Strategy synthesis (UPPAAL Stratego). Instead of just checking whether a property holds, you can ask UPPAAL to synthesize a controller that makes it hold. This is the realm of timed games — useful when part of the system is controllable (your code) and part is adversarial (the environment).

Source-code bridges. There’s active research on connecting real source code to UPPAAL’s engine — recent work develops a bridge between LLVM intermediate representation and the UPPAAL engine, which is one path toward applying timed model checking to actual implementations rather than only abstract models [4].

Industrial case studies. UPPAAL has been applied to real protocols: automotive systems verification using the FlexRay communication protocol [5], voting protocols such as Prêt à Voter [6], and contract-based middleware [7]. The patterns are similar to what you saw in the train-gate: identify the agents, give each one a clock, encode the handshake as channel synchronizations, and write the safety property as A[].

Getting started with UPPAAL¶

The official toolset is at uppaal.org. The GUI has three panes you’ll use constantly:

• Editor — drawing locations, edges, guards, and clock declarations.

• Simulator — stepping through executions by hand to sanity-check your model before verification.

• Verifier — running queries and inspecting counterexamples (which UPPAAL replays back into the simulator).

When a property fails, the verifier hands you a trace. Loading that trace into the simulator and stepping through it is, in my experience, the single most useful debugging move — much more useful than staring at the model and trying to reason about why your guards aren’t tight enough.
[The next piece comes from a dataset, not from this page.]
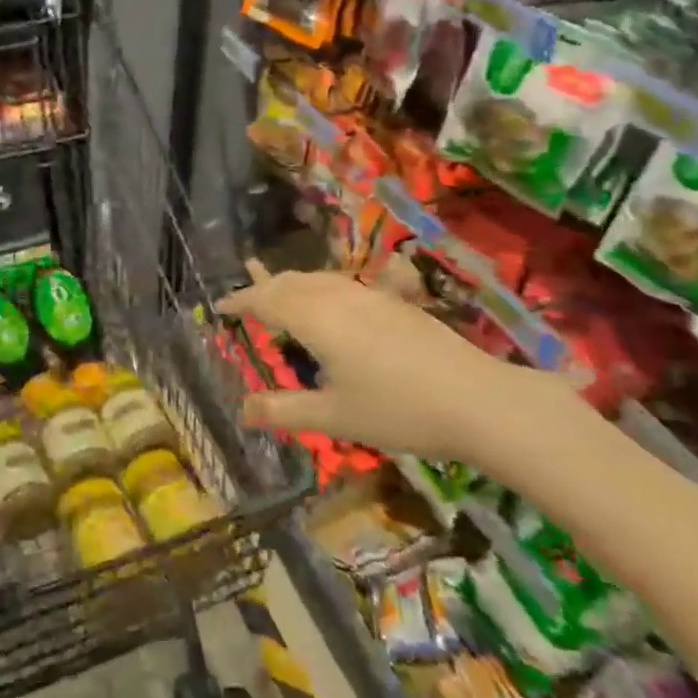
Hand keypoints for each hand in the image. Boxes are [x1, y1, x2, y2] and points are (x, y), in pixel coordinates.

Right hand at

The standard introduction is Behrmann, David, and Larsen’s “A Tutorial on UPPAAL” [1], which works through the train-gate model and several others. The repository for this course ships the homework train-gate-hw.xml model and its three queries — building variations of those queries is a good way to develop intuition for when timing constraints buy you something and when they don’t.

Summary¶

The shift from untimed model checking to timed model checking is mostly a shift in what questions you can ask. The tools are similar in spirit — you write a model, you write a property, the checker either says “verified” or hands you a trace. What’s new is that your properties can mention when things happen, not just whether and in what order. The train-gate example shows the smallest interesting version of this: two queries that look almost identical, one fails, the other holds, and the only difference is a clock constraint that encodes a hidden fact about the gate’s history.

References¶

[1] G. Behrmann, A. David, and K. G. Larsen. “A Tutorial on UPPAAL.” In Formal Methods for the Design of Real-Time Systems (SFM-RT 2004), LNCS vol. 3185, pp. 200–236. Springer, 2004. Available at https://uppaal.org/texts/new-tutorial.pdf.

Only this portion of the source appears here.